④永田議員は、西澤氏に対し、その条件で「情報提供者」と交渉に入りたい旨を伝えた。これに対し、永田議員によると、西澤氏は、「永田議員に経済的に迷惑をかけるわけにはいかない。民主党ならば少しは気が楽だが、それでも受けるわけにはいかない。経済的な負担は自分で賄うから心配するな」と述べた。
⑤西澤氏から金銭の話が出てきたことを受け、野田国対委員長は、原口議員に対し、改めて西澤氏の身辺を徹底的に洗うよう指示した。午後遅く、原口予算委員は、野田国対委員長に「西澤氏の評判がすこぶる悪い」と報告した。それを受け、野田国対委員長は、永田議員に対し、独自の判断と行動は慎み、西澤氏や「情報提供者」とのやりとりは逐次報告して判断を仰ぐよう指示した。

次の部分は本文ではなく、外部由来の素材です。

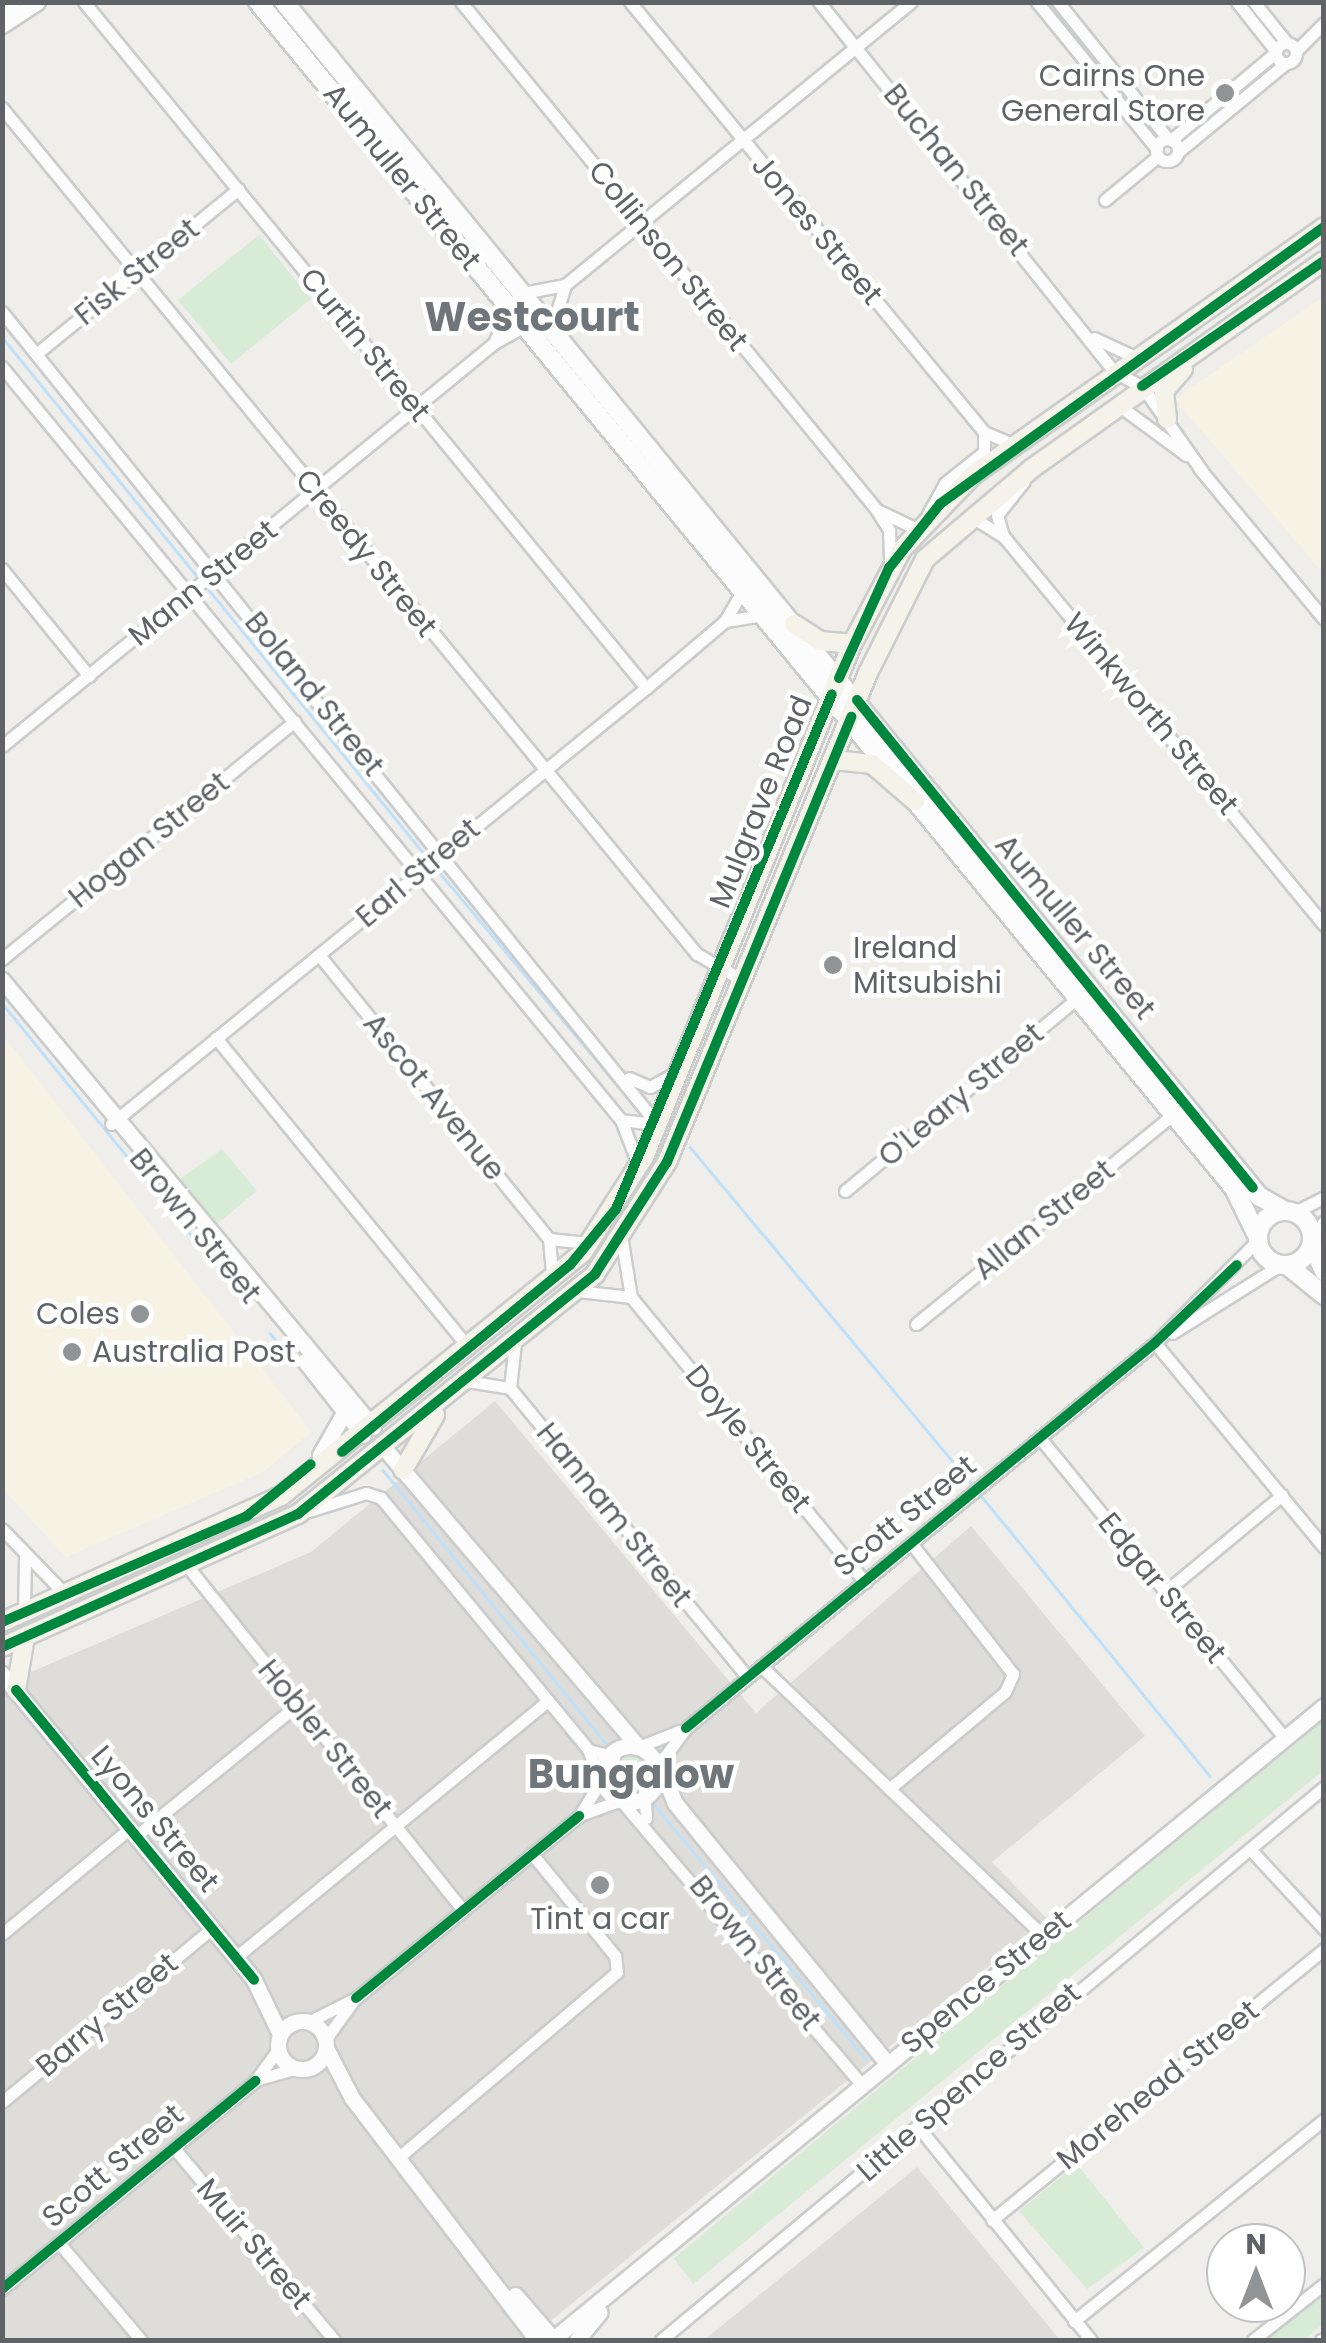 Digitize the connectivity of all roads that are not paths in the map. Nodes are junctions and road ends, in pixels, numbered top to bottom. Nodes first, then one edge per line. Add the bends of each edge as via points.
1 (12, 2) edge
2 (37, 2) edge
3 (84, 2) edge
4 (258, 2) edge
5 (284, 2) edge
6 (461, 2) edge
7 (630, 2) edge
8 (819, 2) edge
9 (911, 2) edge
10 (1037, 2) edge
11 (1058, 2) edge
12 (1236, 2) edge
13 (1254, 2) edge
14 (2, 13) edge
15 (1324, 24) edge
16 (2, 25) edge
17 (306, 29) junction
18 (855, 46) junction
19 (1284, 48) junction
20 (332, 92) junction
21 (2, 108) edge
22 (742, 140) junction
23 (1172, 144) junction
24 (1157, 153) junction
25 (238, 189) junction
26 (1105, 200) dead end
27 (641, 223) junction
28 (1324, 227) edge
29 (494, 257) junction
30 (1324, 261) edge
31 (136, 272) junction
32 (565, 285) junction
33 (524, 293) junction
34 (510, 308) junction
35 (2, 312) edge
36 (525, 326) junction
37 (552, 328) junction
38 (1226, 328) junction
39 (1094, 338) junction
40 (494, 342) junction
41 (36, 354) junction
42 (1135, 358) junction
43 (2, 367) edge
44 (1114, 372) junction
45 (1142, 386) junction
46 (1117, 404) junction
47 (415, 407) junction
48 (1167, 419) junction
49 (984, 432) junction
50 (1014, 446) junction
51 (1031, 468) junction
52 (1202, 471) junction
53 (680, 484) junction
54 (316, 491) junction
55 (876, 508) junction
56 (968, 516) junction
57 (922, 523) junction
58 (1004, 537) junction
59 (709, 552) junction
60 (889, 568) junction
61 (2, 569) edge
62 (213, 573) junction
63 (742, 592) junction
64 (190, 593) junction
65 (762, 615) junction
66 (1324, 619) edge
67 (725, 621) junction
68 (794, 624) junction
69 (852, 644) junction
70 (89, 676) junction
71 (835, 686) junction
72 (646, 688) junction
73 (854, 709) junction
74 (296, 721) junction
75 (2, 746) edge
76 (834, 760) junction
77 (544, 770) junction
78 (915, 801) junction
79 (968, 838) junction
80 (442, 852) junction
81 (418, 872) junction
82 (996, 902) junction
83 (1324, 924) edge
84 (319, 954) junction
85 (2, 959) edge
86 (720, 970) junction
87 (2, 980) edge
88 (744, 981) junction
89 (1076, 999) junction
90 (216, 1038) junction
91 (680, 1070) junction
92 (625, 1076) junction
93 (1172, 1115) junction
94 (621, 1120) junction
95 (115, 1121) junction
96 (658, 1124) junction
97 (639, 1168) junction
98 (845, 1191) dead end
99 (1324, 1197) edge
100 (1289, 1212) junction
101 (1324, 1221) edge
102 (1258, 1239) junction
103 (550, 1240) junction
104 (622, 1241) junction
105 (591, 1242) junction
106 (1312, 1243) junction
107 (1284, 1265) junction
108 (1324, 1270) edge
109 (550, 1282) junction
110 (577, 1291) junction
111 (1324, 1295) edge
112 (631, 1297) junction
113 (916, 1324) dead end
114 (516, 1340) junction
115 (1156, 1343) junction
116 (469, 1348) junction
117 (466, 1381) junction
118 (510, 1388) junction
119 (450, 1394) junction
120 (344, 1413) junction
121 (368, 1431) junction
122 (1040, 1438) junction
123 (385, 1449) junction
124 (403, 1470) junction
125 (1282, 1495) junction
126 (281, 1496) junction
127 (298, 1514) junction
128 (2, 1529) edge
129 (911, 1544) junction
130 (1324, 1547) edge
131 (24, 1556) junction
132 (188, 1567) junction
133 (865, 1582) junction
134 (1165, 1592) junction
135 (66, 1594) junction
136 (24, 1613) junction
137 (2, 1622) edge
138 (25, 1637) junction
139 (2, 1647) edge
140 (762, 1666) junction
141 (2, 1674) edge
142 (747, 1677) junction
143 (16, 1690) junction
144 (548, 1701) junction
145 (297, 1705) junction
146 (1324, 1706) edge
147 (612, 1725) junction
148 (686, 1728) junction
149 (1284, 1738) junction
150 (640, 1746) junction
151 (588, 1748) junction
152 (615, 1755) junction
153 (660, 1764) junction
154 (600, 1782) junction
155 (1324, 1787) edge
156 (890, 1789) junction
157 (646, 1792) junction
158 (620, 1802) junction
159 (674, 1803) junction
160 (579, 1816) junction
161 (648, 1822) junction
162 (395, 1825) junction
163 (133, 1832) junction
164 (1250, 1848) junction
165 (532, 1854) junction
166 (463, 1910) junction
167 (212, 1928) junction
168 (1324, 1929) edge
169 (2, 1934) edge
170 (1044, 1936) junction
171 (1324, 1949) edge
172 (236, 1957) junction
173 (254, 1980) junction
174 (356, 1998) junction
175 (305, 2022) junction
176 (279, 2042) junction
177 (325, 2044) junction
178 (887, 2063) junction
179 (303, 2068) junction
180 (255, 2081) junction
181 (862, 2085) junction
182 (352, 2098) junction
183 (2, 2102) edge
184 (1324, 2119) edge
185 (920, 2130) junction
186 (174, 2148) junction
187 (399, 2157) junction
188 (992, 2220) junction
189 (59, 2243) junction
190 (650, 2259) junction
191 (490, 2271) junction
192 (1324, 2284) edge
193 (2, 2289) edge
194 (514, 2294) junction
195 (600, 2312) junction
196 (577, 2320) junction
197 (1074, 2321) junction
198 (141, 2340) edge
199 (334, 2340) edge
200 (538, 2340) edge
201 (554, 2340) edge
202 (567, 2340) edge
203 (577, 2340) edge
204 (661, 2340) edge
205 (1091, 2340) edge
206 (1253, 2340) edge

1 - 14 street
2 - 16 street
3 - 25 street, Curtin Street
4 - 20 main road, Aumuller Street
5 - 17 main road, Aumuller Street
6 - 27 street, Collinson Street
7 - 22 street, Jones Street
8 - 18 street, Buchan Street
9 - 18 street
10 - 24 street
11 - 23 street
12 - 19 street
13 - 19 street
15 - 19 street
17 - 20 main road via 301,41
17 - 29 main road, Aumuller Street
18 - 22 street
18 - 39 street, Buchan Street
19 - 23 street
19 - 23 street via 1286,64
20 - 34 main road, Aumuller Street
21 - 31 street, Creedy Street
22 - 27 street
22 - 49 street, Jones Street
23 - 24 street
23 - 24 street
24 - 26 street
25 - 31 street, Fisk Street
25 - 47 street, Curtin Street
27 - 32 street
27 - 55 street, Collinson Street
28 - 42 main road, Mulgrave Road
29 - 33 main road, Aumuller Street
29 - 36 main road via 528,311
30 - 38 main road, Mulgrave Road
31 - 41 street, Fisk Street
31 - 54 street, Creedy Street
32 - 33 street
32 - 37 street
33 - 37 main road, Aumuller Street
34 - 36 main road, Aumuller Street
34 - 40 street, Mann Street
35 - 41 street, Boland Street
36 - 40 street, Mann Street
36 - 59 main road, Aumuller Street
37 - 53 main road, Aumuller Street
38 - 45 main road, Mulgrave Road
38 - 48 main road via 1167,384
39 - 42 street, Buchan Street
39 - 44 street, Buchan Street
40 - 47 street, Mann Street
41 - 62 street, Boland Street
42 - 44 main road, Mulgrave Road
43 - 64 street, Boland Street
44 - 45 street
44 - 50 main road, Mulgrave Road
45 - 46 main road, Mulgrave Road
45 - 48 street
46 - 51 main road, Mulgrave Road
46 - 52 street
47 - 54 street, Mann Street
47 - 72 street, Curtin Street
48 - 52 street
49 - 50 street, Jones Street
49 - 57 street via 984,452 945,483
50 - 57 main road, Mulgrave Road
51 - 56 main road, Mulgrave Road
51 - 58 street via 997,515
52 - 66 street
53 - 59 main road via 716,538
53 - 68 main road, Aumuller Street
54 - 62 street, Mann Street
54 - 77 street, Creedy Street
55 - 57 street
55 - 60 street via 889,530
56 - 58 street, Winkworth Street
56 - 73 main road, Mulgrave Road via 914,576
57 - 60 main road, Mulgrave Road
58 - 83 street, Winkworth Street
59 - 63 main road, Aumuller Street
60 - 69 main road, Mulgrave Road
61 - 70 street
62 - 64 street, Mann Street
62 - 80 street, Boland Street
63 - 65 main road, Aumuller Street
63 - 67 street, Earl Street
64 - 70 street, Mann Street
64 - 74 street, Boland Street
65 - 67 street
65 - 71 main road, Aumuller Street
67 - 72 street, Earl Street
68 - 69 main road via 820,640
68 - 71 main road, Aumuller Street
69 - 71 main road, Mulgrave Road
70 - 75 street, Mann Street
71 - 73 main road, Aumuller Street
71 - 86 main road, Mulgrave Road
72 - 77 street, Earl Street
73 - 76 main road, Mulgrave Road
73 - 78 main road, Aumuller Street
73 - 79 main road, Aumuller Street
74 - 81 street, Boland Street
74 - 85 street, Hogan Street
76 - 78 main road via 872,764
76 - 88 main road, Mulgrave Road
77 - 80 street, Earl Street
77 - 86 street, Creedy Street via 697,954
78 - 82 main road, Aumuller Street
79 - 82 main road via 962,850
79 - 100 main road, Aumuller Street via 1259,1196
80 - 81 street, Earl Street
80 - 92 street, Boland Street
81 - 84 street, Earl Street
81 - 94 street, Boland Street
82 - 89 main road, Aumuller Street
84 - 90 street, Earl Street
84 - 103 street, Ascot Avenue
86 - 88 street, Creedy Street
86 - 91 main road, Mulgrave Road
87 - 95 street, Brown Street
88 - 104 main road, Mulgrave Road via 667,1162
89 - 93 main road, Aumuller Street
89 - 98 street, O'Leary Street
90 - 95 street, Earl Street
90 - 116 street
91 - 92 street via 650,1086
91 - 96 main road, Mulgrave Road
92 - 96 street, Boland Street
93 - 102 main road, Aumuller Street via 1244,1200
93 - 113 street, Allan Street
94 - 96 street
94 - 97 street, Boland Street
95 - 120 street, Brown Street
95 - 121 street, Brown Street
96 - 97 main road, Mulgrave Road
97 - 105 main road, Mulgrave Road
99 - 100 street
100 - 102 main road via 1264,1221
100 - 106 main road, Aumuller Street
101 - 106 street
102 - 107 main road, Aumuller Street
102 - 115 street, Scott Street
103 - 105 street
103 - 109 street via 557,1259
104 - 110 main road, Mulgrave Road
104 - 112 street
105 - 109 main road, Mulgrave Road
106 - 107 main road
106 - 108 main road
107 - 111 main road
107 - 115 street, Scott Street
109 - 116 main road, Mulgrave Road
110 - 112 street
110 - 114 main road, Mulgrave Road
112 - 133 street, Doyle Street
114 - 117 main road, Mulgrave Road
114 - 118 street
115 - 122 street, Scott Street
115 - 125 street
116 - 121 main road, Mulgrave Road
117 - 118 street
117 - 119 main road, Mulgrave Road
118 - 142 street, Hannam Street
119 - 123 main road, Mulgrave Road
119 - 124 main road
120 - 121 street, Brown Street
120 - 126 street via 334,1442
121 - 123 main road, Brown Street
121 - 126 main road, Mulgrave Road
122 - 129 street, Scott Street
122 - 134 street, Edgar Street
123 - 124 street, Brown Street
123 - 127 main road, Mulgrave Road
124 - 147 street, Brown Street
125 - 130 street
125 - 134 street
126 - 135 main road, Mulgrave Road
127 - 132 main road, Mulgrave Road
127 - 144 street via 377,1495
128 - 131 street
129 - 133 street, Scott Street
129 - 156 street via 1012,1674 1005,1692
131 - 135 street
131 - 136 street
132 - 138 main road, Mulgrave Road
132 - 145 street, Hobler Street
133 - 140 street, Scott Street
134 - 149 street, Edgar Street
135 - 136 main road, Mulgrave Road
136 - 137 main road, Mulgrave Road
138 - 139 main road, Mulgrave Road
138 - 143 main road
140 - 142 street, Scott Street
140 - 156 street
141 - 143 street, Lyons Street
142 - 148 street, Scott Street
143 - 163 street, Lyons Street
144 - 151 street
144 - 162 street
145 - 162 street, Hobler Street
145 - 163 street
146 - 149 street, Spence Street
147 - 150 street, Brown Street
147 - 152 street
148 - 150 street, Scott Street
148 - 153 street, Scott Street
149 - 170 street, Spence Street
150 - 152 street
150 - 153 street
151 - 152 street
151 - 154 street
152 - 154 street
153 - 157 street
153 - 159 street, Brown Street
154 - 158 street
154 - 160 street
155 - 164 street, Little Spence Street
156 - 170 street
157 - 158 street
157 - 159 street, Brown Street
157 - 161 street
158 - 160 street
158 - 161 street, Brown Street
159 - 178 street, Brown Street
160 - 165 street
161 - 181 street, Brown Street
162 - 166 street, Hobler Street
162 - 172 street
163 - 167 street, Lyons Street
163 - 169 street
164 - 168 street
164 - 185 street, Little Spence Street via 940,2099
165 - 166 street
165 - 187 street via 617,1964 613,1979
166 - 174 street
167 - 172 street, Lyons Street
167 - 183 street, Barry Street
170 - 178 street, Spence Street
171 - 188 street, Morehead Street
172 - 173 street, Lyons Street
173 - 175 street, Lyons Street
173 - 176 street, Lyons Street
174 - 175 street
174 - 177 street
175 - 176 street
175 - 177 street, Lyons Street
176 - 179 street, Lyons Street
176 - 180 street, Scott Street
177 - 179 street
177 - 182 street
178 - 181 street, Spence Street
179 - 180 street, Scott Street
179 - 182 street
180 - 186 street, Scott Street
181 - 190 street, Spence Street
182 - 187 street
184 - 197 street
185 - 188 street
185 - 204 street, Little Spence Street
186 - 189 street, Scott Street
186 - 199 street, Muir Street
187 - 191 street
188 - 197 street
189 - 193 street, Scott Street
189 - 198 street
190 - 195 street, Spence Street
190 - 196 street, Spence Street
191 - 194 street
191 - 200 street
192 - 206 street
194 - 196 street via 547,2320
194 - 201 street
195 - 202 street, Spence Street
195 - 203 street
196 - 201 street, Spence Street
197 - 205 street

⑥その夜、野田国対委員長は、顧問弁護士から、「偽情報に金銭を支払うことになれば、相手が詐欺罪を構成するので、情報を買うようなことはすべきでない」との助言を受け、交渉を通じた「情報提供者」の存在の確認を断念した。
永田議員の議員辞職は当然としても、民主党役員の総退陣という大きな問題に至った原因は、民主党の危機管理能力の乏しさです。言い古された格言ですが、「戦いにおいて『兵力の小出し』は、負けるための最大の戦法」です。2月下旬には、前原代表は辞任を覚悟していたと語っていますので、その時点で自らの辞任と永田議員の辞職を決めていれば、民主党への国民の信頼はある程度つなぎ止められてかもしれません。自らの名聞名利のために『政治』を利用した者の末路を注目したいと思います。

(2009/1/3更新)
永田寿康・元民主党衆院議員は、北九州市のマンションから飛び降り自殺しました。マスコミ報道によると、08年11月からこのマンション近くの病院で精神疾患の治療に当たっていたということです。(合掌)
偽メール事件で辞職の永田元議員が自殺、遺書残し飛び降り
読売新聞(2009/1/3)
(2009年1月)3日午後6時25分頃、北九州市八幡西区里中3のマンション(11階建て)の駐車場で、偽メール問題で2006年に議員辞職した永田寿康・元民主党衆院議員(39)が倒れているのを住民が見つけた。
病院に搬送されたが、死亡が確認された。
福岡県警八幡西署によると、10階と11階の間の階段の踊り場でノートに書いた遺書が見つかった。同署は飛び降り自殺したとみて調べている。永田元議員は昨年11月から、マンション近くの病院に精神疾患で入院していたという。
永田元議員は2006年2月、衆院予算委員会で、当時のライブドア社長が、自民党幹部の家族への送金を指示したとする電子メールを取り上げたが、後にメールが偽造と判明し、同年4月に議員辞職した。
永田元議員は2000年6月の衆院選で、千葉2区から初当選。以後、2回当選し、民主党調査局次長などを務めた。